Hypertension, or high blood pressure, is a considerable bother for the US healthcare system due to high prevalence and morbidity and mortality implications. However, the US Preventative Service Task Force (USPSTF, 2019b) concludes that there is not enough evidence to suggest screening for primary hypertension in adolescents due to the uncertainty of balance between harms and benefits.
In particular, screening for hypertension is associated with an increased number of false-positive results due to the normalization of blood pressure (Sharma, 2017). However, USPSTF (2019b) suggests that adolescents with increased risk of hypertension, such as obesity and family history of the condition, undergo preventative screening.
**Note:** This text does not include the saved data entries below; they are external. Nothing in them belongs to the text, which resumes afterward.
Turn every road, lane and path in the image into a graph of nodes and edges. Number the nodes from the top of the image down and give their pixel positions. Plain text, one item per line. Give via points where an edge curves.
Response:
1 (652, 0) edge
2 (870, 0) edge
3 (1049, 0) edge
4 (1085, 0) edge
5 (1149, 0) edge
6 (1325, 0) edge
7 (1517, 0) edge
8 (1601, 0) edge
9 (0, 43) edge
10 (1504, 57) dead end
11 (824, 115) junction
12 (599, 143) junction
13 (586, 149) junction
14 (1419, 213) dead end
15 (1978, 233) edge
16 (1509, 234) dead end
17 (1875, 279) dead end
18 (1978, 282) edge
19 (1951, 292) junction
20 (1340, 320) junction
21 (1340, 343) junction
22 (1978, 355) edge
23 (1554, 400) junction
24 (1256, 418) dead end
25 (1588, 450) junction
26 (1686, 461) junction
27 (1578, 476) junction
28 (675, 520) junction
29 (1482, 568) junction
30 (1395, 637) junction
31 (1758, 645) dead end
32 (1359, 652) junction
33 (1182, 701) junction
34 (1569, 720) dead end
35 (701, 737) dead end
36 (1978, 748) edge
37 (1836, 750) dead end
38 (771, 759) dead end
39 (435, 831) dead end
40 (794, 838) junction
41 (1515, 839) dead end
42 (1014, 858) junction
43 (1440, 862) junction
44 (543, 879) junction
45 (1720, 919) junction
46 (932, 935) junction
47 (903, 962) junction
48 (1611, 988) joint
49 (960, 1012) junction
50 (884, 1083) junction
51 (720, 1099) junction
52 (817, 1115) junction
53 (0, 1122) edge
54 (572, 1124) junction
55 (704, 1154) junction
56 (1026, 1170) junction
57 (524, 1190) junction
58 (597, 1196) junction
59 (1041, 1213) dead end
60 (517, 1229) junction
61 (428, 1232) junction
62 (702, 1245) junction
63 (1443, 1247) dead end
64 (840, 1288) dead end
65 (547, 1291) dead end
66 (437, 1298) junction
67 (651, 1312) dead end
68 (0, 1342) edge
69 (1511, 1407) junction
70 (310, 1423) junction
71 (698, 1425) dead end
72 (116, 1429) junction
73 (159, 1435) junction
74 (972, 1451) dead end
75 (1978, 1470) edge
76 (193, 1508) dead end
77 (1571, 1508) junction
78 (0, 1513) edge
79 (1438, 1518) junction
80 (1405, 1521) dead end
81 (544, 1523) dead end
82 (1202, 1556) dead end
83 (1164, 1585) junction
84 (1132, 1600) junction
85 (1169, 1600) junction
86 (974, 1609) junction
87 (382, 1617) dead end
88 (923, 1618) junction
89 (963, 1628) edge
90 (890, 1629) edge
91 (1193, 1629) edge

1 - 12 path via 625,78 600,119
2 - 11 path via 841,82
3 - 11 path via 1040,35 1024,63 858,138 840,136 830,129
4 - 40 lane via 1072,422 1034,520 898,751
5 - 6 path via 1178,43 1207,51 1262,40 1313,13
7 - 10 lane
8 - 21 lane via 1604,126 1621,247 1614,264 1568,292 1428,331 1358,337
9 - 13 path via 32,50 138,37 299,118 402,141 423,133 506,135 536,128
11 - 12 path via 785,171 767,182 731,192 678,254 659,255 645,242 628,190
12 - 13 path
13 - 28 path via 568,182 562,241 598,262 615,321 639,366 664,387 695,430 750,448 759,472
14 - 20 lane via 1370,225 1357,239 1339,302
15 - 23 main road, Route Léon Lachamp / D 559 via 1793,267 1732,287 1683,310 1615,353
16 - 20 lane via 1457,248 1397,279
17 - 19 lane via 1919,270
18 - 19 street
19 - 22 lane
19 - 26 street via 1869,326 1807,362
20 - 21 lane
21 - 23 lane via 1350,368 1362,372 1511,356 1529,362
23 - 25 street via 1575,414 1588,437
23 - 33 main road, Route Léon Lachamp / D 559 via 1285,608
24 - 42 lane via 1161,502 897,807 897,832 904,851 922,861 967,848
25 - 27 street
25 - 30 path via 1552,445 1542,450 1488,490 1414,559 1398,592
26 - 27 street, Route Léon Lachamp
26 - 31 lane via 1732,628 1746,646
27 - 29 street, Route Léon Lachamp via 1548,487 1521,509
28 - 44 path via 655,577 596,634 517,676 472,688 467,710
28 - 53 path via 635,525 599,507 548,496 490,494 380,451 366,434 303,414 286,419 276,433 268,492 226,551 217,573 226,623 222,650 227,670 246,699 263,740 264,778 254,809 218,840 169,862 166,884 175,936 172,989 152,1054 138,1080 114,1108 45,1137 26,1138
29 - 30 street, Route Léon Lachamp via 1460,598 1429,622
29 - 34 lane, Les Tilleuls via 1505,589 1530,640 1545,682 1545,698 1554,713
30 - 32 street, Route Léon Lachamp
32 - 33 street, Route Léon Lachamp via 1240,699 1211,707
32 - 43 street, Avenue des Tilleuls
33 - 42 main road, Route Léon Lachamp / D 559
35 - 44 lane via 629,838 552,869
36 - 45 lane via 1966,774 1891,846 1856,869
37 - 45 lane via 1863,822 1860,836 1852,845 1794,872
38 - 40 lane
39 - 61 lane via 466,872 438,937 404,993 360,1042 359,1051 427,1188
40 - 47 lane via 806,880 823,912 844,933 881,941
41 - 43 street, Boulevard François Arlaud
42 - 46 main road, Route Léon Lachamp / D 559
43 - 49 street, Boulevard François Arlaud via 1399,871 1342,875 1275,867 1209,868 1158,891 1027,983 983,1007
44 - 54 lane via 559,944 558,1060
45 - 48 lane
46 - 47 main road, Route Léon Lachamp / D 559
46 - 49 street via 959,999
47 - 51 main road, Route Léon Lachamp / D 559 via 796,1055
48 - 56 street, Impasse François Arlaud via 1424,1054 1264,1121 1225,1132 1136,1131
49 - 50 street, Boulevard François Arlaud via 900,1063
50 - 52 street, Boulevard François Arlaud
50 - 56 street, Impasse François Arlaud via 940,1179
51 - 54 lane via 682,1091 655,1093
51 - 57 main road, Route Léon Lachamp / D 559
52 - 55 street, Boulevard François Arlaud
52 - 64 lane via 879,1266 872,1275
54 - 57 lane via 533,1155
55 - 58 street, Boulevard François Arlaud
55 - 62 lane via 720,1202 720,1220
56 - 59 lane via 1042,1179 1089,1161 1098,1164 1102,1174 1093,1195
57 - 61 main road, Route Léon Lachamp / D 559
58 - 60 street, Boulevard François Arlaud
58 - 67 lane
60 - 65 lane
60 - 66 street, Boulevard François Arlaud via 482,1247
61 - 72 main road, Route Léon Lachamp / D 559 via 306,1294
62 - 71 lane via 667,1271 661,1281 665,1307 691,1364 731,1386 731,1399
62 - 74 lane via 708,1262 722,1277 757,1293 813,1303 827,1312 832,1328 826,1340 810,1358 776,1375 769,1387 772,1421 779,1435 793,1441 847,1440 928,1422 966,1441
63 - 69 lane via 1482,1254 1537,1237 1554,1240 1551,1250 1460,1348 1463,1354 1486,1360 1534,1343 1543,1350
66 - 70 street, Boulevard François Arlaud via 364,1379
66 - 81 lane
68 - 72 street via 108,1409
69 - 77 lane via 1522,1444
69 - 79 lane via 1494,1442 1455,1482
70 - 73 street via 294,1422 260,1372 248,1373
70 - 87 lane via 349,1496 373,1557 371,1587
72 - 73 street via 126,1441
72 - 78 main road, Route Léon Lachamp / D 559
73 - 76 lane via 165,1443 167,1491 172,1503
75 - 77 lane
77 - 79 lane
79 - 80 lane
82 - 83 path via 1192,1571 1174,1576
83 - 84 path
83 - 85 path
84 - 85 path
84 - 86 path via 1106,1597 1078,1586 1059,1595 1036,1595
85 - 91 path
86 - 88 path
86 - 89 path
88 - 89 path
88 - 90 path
Blood pressure should be measured using a manual sphygmomanometer, and hypertension should be diagnosed if SBP or DBP at or above the 95th percentile (Sharma, 2017).
Stage 1 hypertension (SBP or DBP from 95th to 99th percentile, plus 5 mm Hg) should be treated with lifestyle interventions, such as weight reduction, dietary changes, and increased physical activity. Stage 2 hypertension (BP or DBP >99th percentile, plus 5 mm Hg) should be addressed with medications and lifestyle interventions. However, USPSTF (2019a) strongly recommends obtaining measurements outside of the clinical setting for diagnostic confirmation on regular basis for preventing hypertension in adults.
Sharma, A. (2017). Hypertension in adolescents. In M. Goldstein (Ed.), The MassGeneral Hospital for Children Adolescent Medicine Handbook (pp. 119-129). Cham, Switzerland: Springer.
US Preventative Service Task Force. (2019a). High blood pressure in adults: Screening. Web.
US Preventative Service Task Force. (2019b). Blood pressure in children and adolescents (hypertension): Screening. Web.